Of course, in the interview, you don’t want to be counting to yourself. You also don’t need to switch between breathing through your nose and your mouth. You just want to be taking deep breaths to calm yourself down in a tense moment. You should only need a handful of these deep breaths to notice that you are starting to calm down.
The beautiful thing about deep breathing is you can do it anywhere and no one is going to notice. You are just breathing. So is everybody else. It’s the ultimate stealth move in an interview.
3. Need to get more relaxed? Use invisible acupressure points.
Another great relaxation technique you can use during interviews without anyone likely to notice is pressing or rubbing on certain acupressure points (like acupuncture, it’s a way to use body-brain triggers but without the needles). There are number you could use, but I’ll give you the sneakiest one. Take your thumb, place it on the side of the index finger next to it at the base of the fingernail. Don’t go all Twister on me here. This is not a contortionist move. It should look like you are making an “O” with your thumb and forefinger, with the rest of the fingers gently curved and resting comfortably. Now do the other thumb and forefinger the same way. Place your hands in your lap and gently rub your thumb slightly in a tiny circle or back and forth. That’s it.
If you are sitting across from an interviewer with a desk between you, he or she is not likely to notice such a small move. But if what’s between your interviewer and your hands is a glass topped table, you might want to just hold your thumbs and forefingers gently but firmly in that “O” shape. That will give you some relief and there will be nothing for the interviewer to notice at all.

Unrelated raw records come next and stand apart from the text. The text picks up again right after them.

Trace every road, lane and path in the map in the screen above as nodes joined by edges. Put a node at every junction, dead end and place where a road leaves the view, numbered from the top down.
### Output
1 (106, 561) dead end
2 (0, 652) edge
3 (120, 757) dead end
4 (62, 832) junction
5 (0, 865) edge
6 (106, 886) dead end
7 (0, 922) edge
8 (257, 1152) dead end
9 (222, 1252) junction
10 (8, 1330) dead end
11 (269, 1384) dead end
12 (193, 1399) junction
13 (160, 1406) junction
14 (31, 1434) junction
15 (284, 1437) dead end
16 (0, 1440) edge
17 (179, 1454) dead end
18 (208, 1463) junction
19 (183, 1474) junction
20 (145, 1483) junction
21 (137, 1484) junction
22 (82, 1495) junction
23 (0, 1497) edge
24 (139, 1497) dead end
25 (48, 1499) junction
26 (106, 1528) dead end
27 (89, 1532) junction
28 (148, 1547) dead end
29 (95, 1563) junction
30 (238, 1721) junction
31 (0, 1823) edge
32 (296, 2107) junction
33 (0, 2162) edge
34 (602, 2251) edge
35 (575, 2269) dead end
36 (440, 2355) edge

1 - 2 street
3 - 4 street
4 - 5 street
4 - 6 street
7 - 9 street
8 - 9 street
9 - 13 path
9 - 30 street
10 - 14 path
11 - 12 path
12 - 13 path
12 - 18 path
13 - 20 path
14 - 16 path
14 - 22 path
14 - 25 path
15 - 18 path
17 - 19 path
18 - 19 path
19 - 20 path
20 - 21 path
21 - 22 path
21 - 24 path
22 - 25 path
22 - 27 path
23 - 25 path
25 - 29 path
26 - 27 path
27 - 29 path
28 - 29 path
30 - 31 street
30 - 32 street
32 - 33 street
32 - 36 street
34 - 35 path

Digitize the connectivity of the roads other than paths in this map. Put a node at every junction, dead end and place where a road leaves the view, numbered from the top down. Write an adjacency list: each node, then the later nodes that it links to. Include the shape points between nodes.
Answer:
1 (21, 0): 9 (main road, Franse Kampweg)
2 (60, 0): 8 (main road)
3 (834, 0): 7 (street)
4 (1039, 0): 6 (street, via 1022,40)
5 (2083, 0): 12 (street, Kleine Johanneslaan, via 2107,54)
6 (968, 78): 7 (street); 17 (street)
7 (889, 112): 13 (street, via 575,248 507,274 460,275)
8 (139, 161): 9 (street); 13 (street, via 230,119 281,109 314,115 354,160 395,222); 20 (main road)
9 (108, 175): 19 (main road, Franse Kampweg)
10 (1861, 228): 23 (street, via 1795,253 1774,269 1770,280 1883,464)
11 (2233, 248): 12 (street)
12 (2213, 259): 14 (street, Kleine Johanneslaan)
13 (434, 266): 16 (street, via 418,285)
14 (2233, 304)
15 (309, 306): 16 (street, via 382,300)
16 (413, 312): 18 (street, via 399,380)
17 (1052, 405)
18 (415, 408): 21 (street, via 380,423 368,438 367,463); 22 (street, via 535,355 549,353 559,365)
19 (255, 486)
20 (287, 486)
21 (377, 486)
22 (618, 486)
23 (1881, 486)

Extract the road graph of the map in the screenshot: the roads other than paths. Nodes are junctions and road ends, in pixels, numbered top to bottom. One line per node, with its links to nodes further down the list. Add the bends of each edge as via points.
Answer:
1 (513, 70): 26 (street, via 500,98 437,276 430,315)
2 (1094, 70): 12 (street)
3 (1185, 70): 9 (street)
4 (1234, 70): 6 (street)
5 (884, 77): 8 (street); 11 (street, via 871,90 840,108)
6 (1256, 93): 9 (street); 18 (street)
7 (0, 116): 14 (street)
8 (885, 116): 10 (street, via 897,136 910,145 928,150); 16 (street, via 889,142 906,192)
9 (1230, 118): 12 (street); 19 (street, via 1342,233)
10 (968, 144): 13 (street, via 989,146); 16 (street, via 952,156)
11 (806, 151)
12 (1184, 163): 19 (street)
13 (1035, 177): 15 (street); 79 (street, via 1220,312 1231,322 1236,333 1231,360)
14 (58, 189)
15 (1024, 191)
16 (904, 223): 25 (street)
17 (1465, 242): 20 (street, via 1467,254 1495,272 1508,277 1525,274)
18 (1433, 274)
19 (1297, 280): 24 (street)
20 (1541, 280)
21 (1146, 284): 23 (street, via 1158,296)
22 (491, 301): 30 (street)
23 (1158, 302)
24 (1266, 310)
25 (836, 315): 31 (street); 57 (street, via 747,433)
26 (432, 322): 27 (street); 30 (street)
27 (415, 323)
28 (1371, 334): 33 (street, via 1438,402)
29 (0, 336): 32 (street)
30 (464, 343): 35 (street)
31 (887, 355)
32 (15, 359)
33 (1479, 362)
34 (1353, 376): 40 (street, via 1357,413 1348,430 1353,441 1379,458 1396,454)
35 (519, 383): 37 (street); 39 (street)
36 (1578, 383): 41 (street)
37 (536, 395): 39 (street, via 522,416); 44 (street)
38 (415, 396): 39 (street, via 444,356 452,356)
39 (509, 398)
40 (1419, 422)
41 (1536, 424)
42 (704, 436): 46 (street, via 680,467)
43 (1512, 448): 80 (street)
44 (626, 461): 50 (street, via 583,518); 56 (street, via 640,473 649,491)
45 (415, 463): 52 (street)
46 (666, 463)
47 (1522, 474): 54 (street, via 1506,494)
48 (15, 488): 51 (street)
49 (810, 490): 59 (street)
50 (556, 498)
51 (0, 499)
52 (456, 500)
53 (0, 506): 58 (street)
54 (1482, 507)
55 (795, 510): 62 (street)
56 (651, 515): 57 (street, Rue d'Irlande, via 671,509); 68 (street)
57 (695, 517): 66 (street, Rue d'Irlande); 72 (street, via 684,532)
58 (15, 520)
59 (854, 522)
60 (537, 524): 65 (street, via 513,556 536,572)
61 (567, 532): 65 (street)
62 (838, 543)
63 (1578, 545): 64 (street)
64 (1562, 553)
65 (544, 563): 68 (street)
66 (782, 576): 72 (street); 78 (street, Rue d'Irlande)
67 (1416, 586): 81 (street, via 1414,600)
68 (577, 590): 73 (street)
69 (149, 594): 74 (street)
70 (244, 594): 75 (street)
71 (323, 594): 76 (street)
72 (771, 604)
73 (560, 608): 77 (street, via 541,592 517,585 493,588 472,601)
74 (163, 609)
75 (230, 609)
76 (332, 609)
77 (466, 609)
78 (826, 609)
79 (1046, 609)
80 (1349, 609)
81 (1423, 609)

What’s happening is you are sending a signal to your brain that you are safe. It should relax you. I had a client who used to freak out in meetings and not be able to follow the thread of the conversation because she was so worried about what she was going to say. I had her do this little trick, and she started to relax and be able to contribute to her group. Not bad for one simple move.
Be sure to practice this several times beforehand so that you don’t have to think about how to do it when you are in the interview. You might also want to just start doing that “O” at the beginning of the interview even if you aren’t feeling stressed. That way you can reinforce your calm mode, and you won’t have to think about starting it if you do get a disturbing question.
But what if these aren’t enough?
These are great in-the-moment stress relievers for those times you are caught up short. They may be all you need to sail through your interviews. If you find that they aren’t enough to bring your stress down to manageable levels, you might consider working with someone to get rid of the triggers that are setting off your stress.